EXTRACTED INFORMATION: Begin

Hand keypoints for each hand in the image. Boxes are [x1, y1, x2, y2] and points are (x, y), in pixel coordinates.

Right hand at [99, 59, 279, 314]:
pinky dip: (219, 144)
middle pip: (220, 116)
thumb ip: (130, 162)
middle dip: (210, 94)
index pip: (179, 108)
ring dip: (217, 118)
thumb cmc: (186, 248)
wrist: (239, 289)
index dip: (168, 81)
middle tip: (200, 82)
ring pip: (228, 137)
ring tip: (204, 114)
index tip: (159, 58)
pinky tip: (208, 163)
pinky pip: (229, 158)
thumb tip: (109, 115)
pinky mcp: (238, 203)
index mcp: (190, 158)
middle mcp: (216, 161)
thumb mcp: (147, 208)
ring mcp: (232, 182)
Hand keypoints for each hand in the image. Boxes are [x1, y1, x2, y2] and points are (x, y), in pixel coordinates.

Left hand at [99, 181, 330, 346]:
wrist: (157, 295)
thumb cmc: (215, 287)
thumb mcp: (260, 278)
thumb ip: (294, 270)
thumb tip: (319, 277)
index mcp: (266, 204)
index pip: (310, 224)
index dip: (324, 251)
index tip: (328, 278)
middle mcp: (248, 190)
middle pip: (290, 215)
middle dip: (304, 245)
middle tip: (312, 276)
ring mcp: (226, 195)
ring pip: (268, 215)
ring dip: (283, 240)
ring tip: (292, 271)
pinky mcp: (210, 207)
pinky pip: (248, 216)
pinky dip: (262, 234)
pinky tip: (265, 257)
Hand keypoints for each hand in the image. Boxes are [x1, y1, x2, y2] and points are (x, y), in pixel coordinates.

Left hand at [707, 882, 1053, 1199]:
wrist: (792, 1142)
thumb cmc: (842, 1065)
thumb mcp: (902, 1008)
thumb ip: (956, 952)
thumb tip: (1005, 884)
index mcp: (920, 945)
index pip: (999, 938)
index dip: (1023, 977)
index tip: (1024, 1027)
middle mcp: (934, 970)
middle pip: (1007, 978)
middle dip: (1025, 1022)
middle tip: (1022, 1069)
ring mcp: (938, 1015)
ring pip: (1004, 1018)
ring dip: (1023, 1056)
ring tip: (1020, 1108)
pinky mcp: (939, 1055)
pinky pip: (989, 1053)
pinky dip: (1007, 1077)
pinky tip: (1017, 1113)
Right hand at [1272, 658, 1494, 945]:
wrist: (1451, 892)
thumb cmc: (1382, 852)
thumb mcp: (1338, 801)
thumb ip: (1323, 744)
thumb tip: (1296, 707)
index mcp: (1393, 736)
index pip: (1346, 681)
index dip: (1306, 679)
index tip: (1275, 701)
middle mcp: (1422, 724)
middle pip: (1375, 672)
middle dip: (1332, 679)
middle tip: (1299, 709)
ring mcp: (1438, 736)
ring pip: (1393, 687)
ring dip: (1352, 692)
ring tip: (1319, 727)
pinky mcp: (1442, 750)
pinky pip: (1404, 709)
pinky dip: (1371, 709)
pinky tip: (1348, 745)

EXTRACTED INFORMATION: End

* EXERCISE DETAILS:
In the material above, find the line containing "index tip: (159, 58)" and the line containing "index dip: (1023, 977)", then write out exactly those two lines and every line between them, and nothing more.

* TASK ANSWER:
index tip: (159, 58)
pinky tip: (208, 163)
pinky pip: (229, 158)
thumb tip: (109, 115)
pinky mcp: (238, 203)
index mcp: (190, 158)
middle mcp: (216, 161)
thumb mcp: (147, 208)
ring mcp: (232, 182)
Hand keypoints for each hand in the image. Boxes are [x1, y1, x2, y2] and points are (x, y), in pixel coordinates.

Left hand at [99, 181, 330, 346]:
wrist: (157, 295)
thumb cmc: (215, 287)
thumb mcp: (260, 278)
thumb ip: (294, 270)
thumb tip: (319, 277)
index mcp: (266, 204)
index pip: (310, 224)
index dip: (324, 251)
index tip: (328, 278)
middle mcp: (248, 190)
middle pip: (290, 215)
middle dip: (304, 245)
middle tip: (312, 276)
ring mcp: (226, 195)
ring pip: (268, 215)
ring dip: (283, 240)
ring tip: (292, 271)
pinky mcp: (210, 207)
pinky pip: (248, 216)
pinky dip: (262, 234)
pinky tip: (265, 257)
Hand keypoints for each hand in the image. Boxes are [x1, y1, x2, y2] and points are (x, y), in pixel coordinates.

Left hand at [707, 882, 1053, 1199]:
wrist: (792, 1142)
thumb cmc: (842, 1065)
thumb mcp: (902, 1008)
thumb ip: (956, 952)
thumb tip: (1005, 884)
index mcp: (920, 945)
index pip: (999, 938)
index dip: (1023, 977)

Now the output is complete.